I gather from the information in the NVDA manual, and that found at
other websites like computer hope.com, that there are different ways
to use the mouse together with NVDA. Is that a correct assumption?

Like Sarah, I too learn what I have to do in order to accomplish what
I do on the computer or any mobile device. Hence, my skills, too, are
perhaps limited or defined.

I will check back when the daily summary appears in my inbox on Sunday
to read what replies may appear. Again, much thanks!

--
David C. Russell, Author


tim
 

I can under stan some not knowing, because if you used a laptop not all have num pads.
Personally I don't like them, about ripped a pinky off speed typing.
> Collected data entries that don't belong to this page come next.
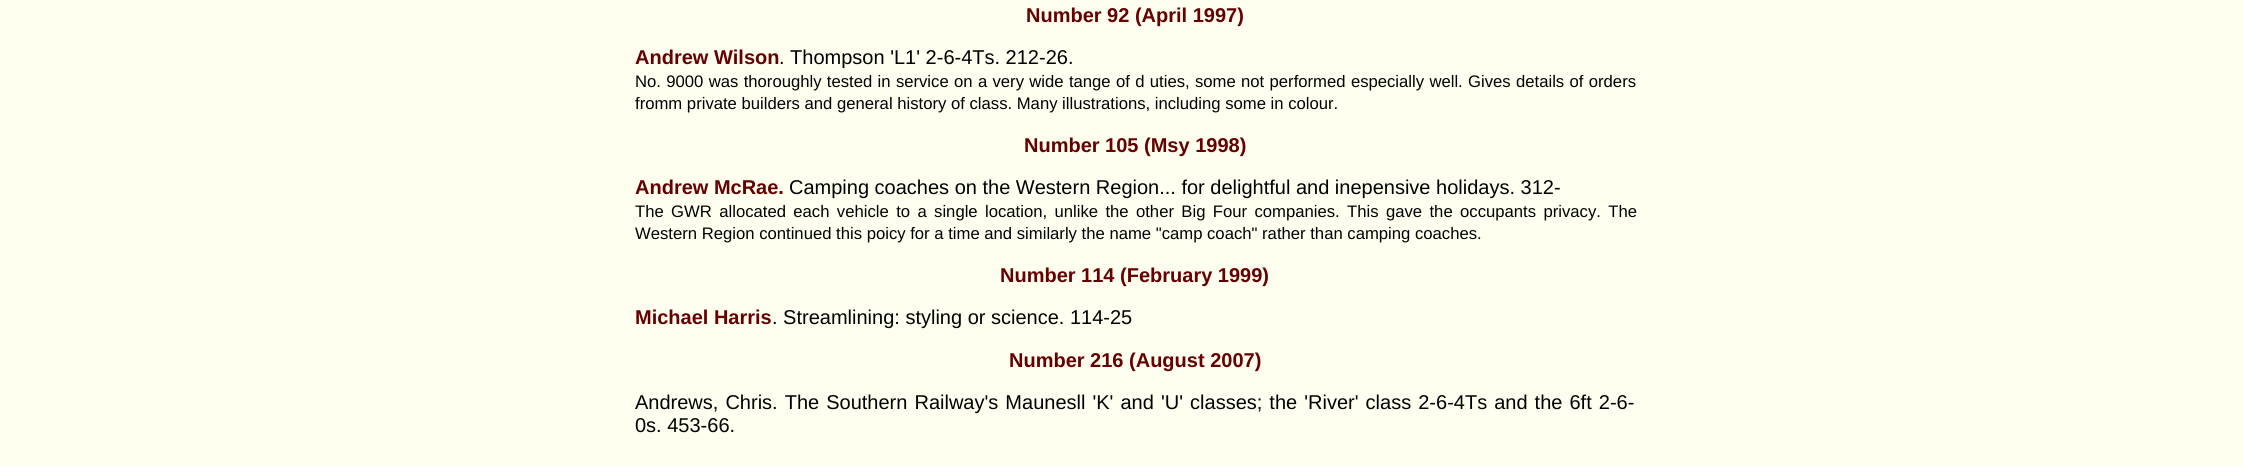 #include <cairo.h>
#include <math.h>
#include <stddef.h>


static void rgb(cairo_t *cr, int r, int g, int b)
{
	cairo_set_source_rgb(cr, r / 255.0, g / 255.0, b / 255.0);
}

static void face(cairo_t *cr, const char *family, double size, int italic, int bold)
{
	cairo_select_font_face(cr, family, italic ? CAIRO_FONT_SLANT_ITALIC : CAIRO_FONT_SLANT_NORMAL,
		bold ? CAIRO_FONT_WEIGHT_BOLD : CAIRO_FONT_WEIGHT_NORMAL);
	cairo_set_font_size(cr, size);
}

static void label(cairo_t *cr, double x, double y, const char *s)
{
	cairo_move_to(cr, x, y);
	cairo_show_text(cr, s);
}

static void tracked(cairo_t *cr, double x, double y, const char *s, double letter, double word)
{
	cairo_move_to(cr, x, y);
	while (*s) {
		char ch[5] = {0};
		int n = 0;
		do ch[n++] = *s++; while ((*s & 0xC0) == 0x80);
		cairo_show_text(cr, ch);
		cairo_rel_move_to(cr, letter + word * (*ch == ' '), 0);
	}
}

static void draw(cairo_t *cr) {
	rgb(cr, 255, 255, 240);
	cairo_paint(cr);
	face(cr, "Liberation Sans", 20, 0, 1);
	rgb(cr, 102, 0, 0);
	label(cr, 1026, 22, "Number 92 (April 1997)");
	label(cr, 635, 64, "Andrew Wilson");
	face(cr, "Liberation Sans", 20, 0, 0);
	rgb(cr, 0, 0, 0);
	label(cr, 779, 64, ". Thompson 'L1' 2-6-4Ts. 212-26.");
	face(cr, "Liberation Sans", 16.67, 0, 0);
	tracked(cr, 635, 87, "No. 9000 was thoroughly tested in service on a very wide tange of d uties, some not performed especially well. Gives details of orders", 0, 0.7);
	label(cr, 635, 109, "fromm private builders and general history of class. Many illustrations, including some in colour.");
	face(cr, "Liberation Sans", 20, 0, 1);
	rgb(cr, 102, 0, 0);
	label(cr, 1024, 152, "Number 105 (Msy 1998)");
	label(cr, 635, 194, "Andrew McRae.");
	face(cr, "Liberation Sans", 20, 0, 0);
	rgb(cr, 0, 0, 0);
	label(cr, 789, 194, "Camping coaches on the Western Region... for delightful and inepensive holidays. 312-");
	face(cr, "Liberation Sans", 16.67, 0, 0);
	tracked(cr, 635, 217, "The GWR allocated each vehicle to a single location, unlike the other Big Four companies. This gave the occupants privacy. The", 0, 2.75);
	label(cr, 635, 239, "Western Region continued this poicy for a time and similarly the name \"camp coach\" rather than camping coaches.");
	face(cr, "Liberation Sans", 20, 0, 1);
	rgb(cr, 102, 0, 0);
	label(cr, 1000, 282, "Number 114 (February 1999)");
	label(cr, 635, 324, "Michael Harris");
	face(cr, "Liberation Sans", 20, 0, 0);
	rgb(cr, 0, 0, 0);
	label(cr, 772, 324, ". Streamlining: styling or science. 114-25");
	face(cr, "Liberation Sans", 20, 0, 1);
	rgb(cr, 102, 0, 0);
	label(cr, 1009, 367, "Number 216 (August 2007)");
	face(cr, "Liberation Sans", 20, 0, 0);
	rgb(cr, 0, 0, 0);
	tracked(cr, 635, 409, "Andrews, Chris. The Southern Railway's Maunesll 'K' and 'U' classes; the 'River' class 2-6-4Ts and the 6ft 2-6-", 0, 1.5);
	label(cr, 635, 432, "0s. 453-66.");
}

int main(void) {
	cairo_surface_t *surface = cairo_image_surface_create(CAIRO_FORMAT_RGB24, 2244, 466);
	cairo_t *cr = cairo_create(surface);
	cairo_font_options_t *options = cairo_font_options_create();
	cairo_font_options_set_hint_metrics(options, CAIRO_HINT_METRICS_OFF);
	cairo_font_options_set_hint_style(options, CAIRO_HINT_STYLE_NONE);
	cairo_set_font_options(cr, options);
	cairo_set_miter_limit(cr, 4);
	draw(cr);
	cairo_surface_write_to_png(surface, "render.png");
	cairo_font_options_destroy(options);
	cairo_destroy(cr);
	cairo_surface_destroy(surface);
	return 0;
}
On 4/9/2021 6:12 PM, David Moore wrote:
I was totally blind in high school in the early '80s! I learned then, that the Slash and star keys Ment divide or multiply! I don't remember how, either someone told me, but I did a lot of calculations on in IBM PC in the middle 80s. I cannot imagine that a totally blind person could use a computer for any length of time and not know that! This concerns me a great deal! I have always had many sided friends, family, and others describing things for me! I believe that is the root problem here for so many blind individuals. They do not have enough sided people in their life describing and interacting with what they do as a blind person. I have cited friends who I have taught English one Braille to, alphabet and numbers, and they can use a slate and stylus. These friends are so interested in how I do things. I think we need to learn how a sided person sees, does, and how the sided persons experience is when they work with technology. It really helps me, I know that, to visualize in if I know how a screen of a phone looks to a sided person, it helps me so much to visualize that in my head. Caveat, though, I did have a little reading vision until I was 12. Maybe that is the entire difference for me, I don't know! I actually learned as a child how everything looked like in print! I wonder if that makes a difference right there! Take care guys, very interesting discussion.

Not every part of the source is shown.